L’ira della famiglia: «Non lo incontreremo mai». Il padre della vittima: «Sono allibito»
È il primo caso in Italia, dopo che la settimana scorsa è stata respinta l’analoga richiesta avanzata dai leggo di Benno Neumair, l’omicida dei genitori di Bolzano. La corte d’Assise di Busto Arsizio ha accolto la richiesta dell’uomo, che però non è alternativa all’iter penale. Né incide sul piano civilistico. Eppure incide sul dolore e sul risentimento dei familiari della vittima. Che ora, dopo aver dovuto affrontare l’orrore di un omicidio crudele e efferato, con cui faranno i conti tutta la vita: senza sconti. Davide Fontana invece potrà sperimentare questo istituto legale fortemente voluto dall’Europa per cercare di ridurre il numero dei processi penali. E indurre i rei confessi a una maggiore consapevolezza.
Antoniozzi sulla concessione dell’istituto della giustizia riparativa all’assassino di Carol Maltesi. E non solo
E sul programma di giustizia riparativa, introdotto non per sostituire il processo. Ma come modo per risolvere i conflitti e risanare il legame tra chi ha compiuto il reato e chi ne è stato vittima, con l’aiuto di una terza figura imparziale, definita “mediatore”, si è pronunciato in queste ore anche il vice presidente del gruppo parlamentare di Fratelli d’Italia alla Camera dei deputati, Alfredo Antoniozzi. Il quale, sul caso e sulle sue evoluzioni giuridiche, ha sostenuto: «Carol Maltesi fu uccisa per un gioco erotico da Davide Fontana. Poi fatta a pezzi e messa in un congelatore. È un fatto acclarato benché ci sia stata solo una sentenza di primo grado.
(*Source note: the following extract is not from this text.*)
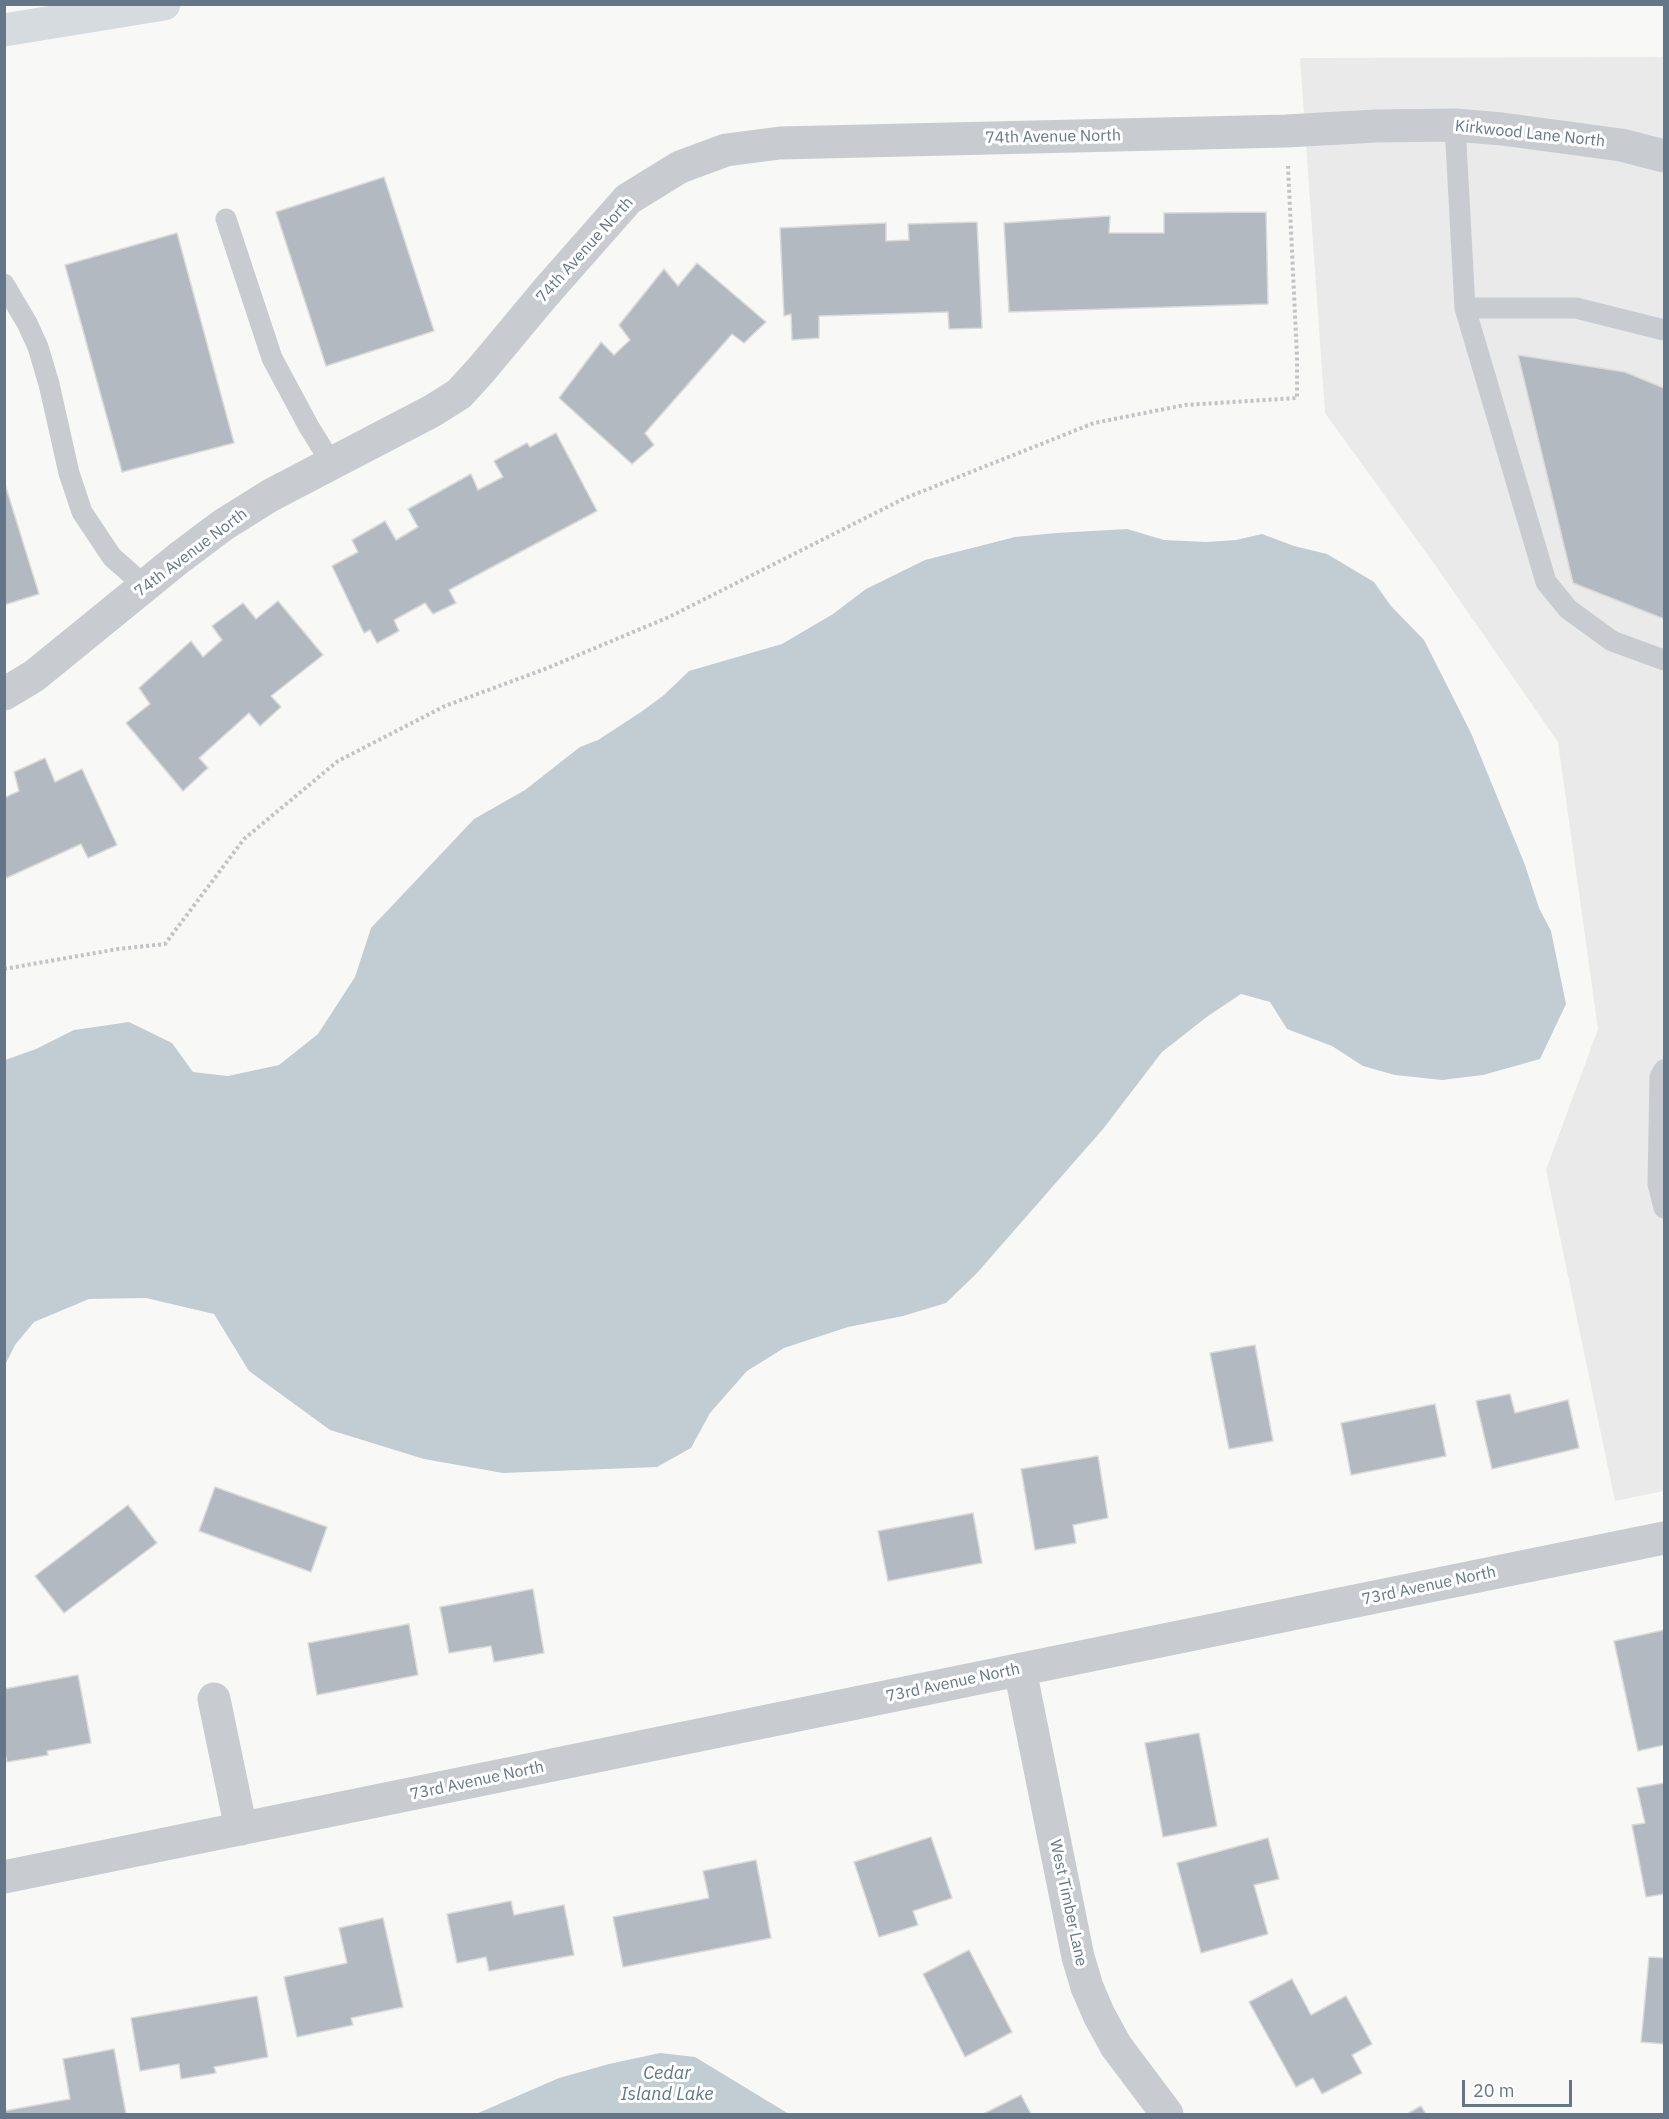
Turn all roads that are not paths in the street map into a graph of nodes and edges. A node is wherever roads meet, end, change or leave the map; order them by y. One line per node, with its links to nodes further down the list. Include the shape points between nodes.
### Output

Che invece di dare l’ergastolo a Fontana gli ha inflitto una condanna a trent’anni per assenza di crudeltà e di futili motivi».
«Come è stato possibile non ammettere i futili motivi e la crudeltà, condizioni che ostano all’ergastolo?»
E ancora. «Ora Fontana è stato ammesso alla giustizia riparativa – prosegue Antoniozzi –. Ma ciò che grida vendetta al cospetto di Dio, per citare Giulio Andreotti, è come sia stato possibile non ammettere i futili motivi e la crudeltà, condizioni che ostano all’ergastolo». Perché, continua l’esponente di FdI, «Davide Fontana non solo uccise la povera Carol incomprensibilmente. Ma ne tagliò il corpo con una crudeltà enorme facendolo letteralmente a pezzi. La procura ha impugnato giustamente le motivazioni della sentenza e l’appello e poi la Cassazione decideranno. Per il momento la famiglia di Carol è distrutta. Se verranno confermati i trent’anni Davide Fontana, tra legge Gozzini e altri benefici, ne trascorrerà non più di quindici in carcere. Per un femminicidio a cui è seguita un’azione di vera e propria tortura su un corpo inerme».
«Giusto mettersi nei panni della famiglia di Carol e provare a capire l’amarezza di chi non chiede vendetta, ma giustizia»
Sono sempre stato rispettoso dell’autonomia giudiziaria, ma credo sia legittimo censurare una sentenza che, per ora, non fa giustizia. E sembra paradossale – conclude il vice presidente gruppo parlamentare di Fratelli d’Italia – che i due elementi chiave per la pena a vita manchino proprio laddove sembrano essere assai evidenti. Ogni caso giudiziario va separato dagli altri. Ma è giusto mettersi nei panni della famiglia di Carol e provare a capire l’amarezza di chi non chiede vendetta, ma giustizia».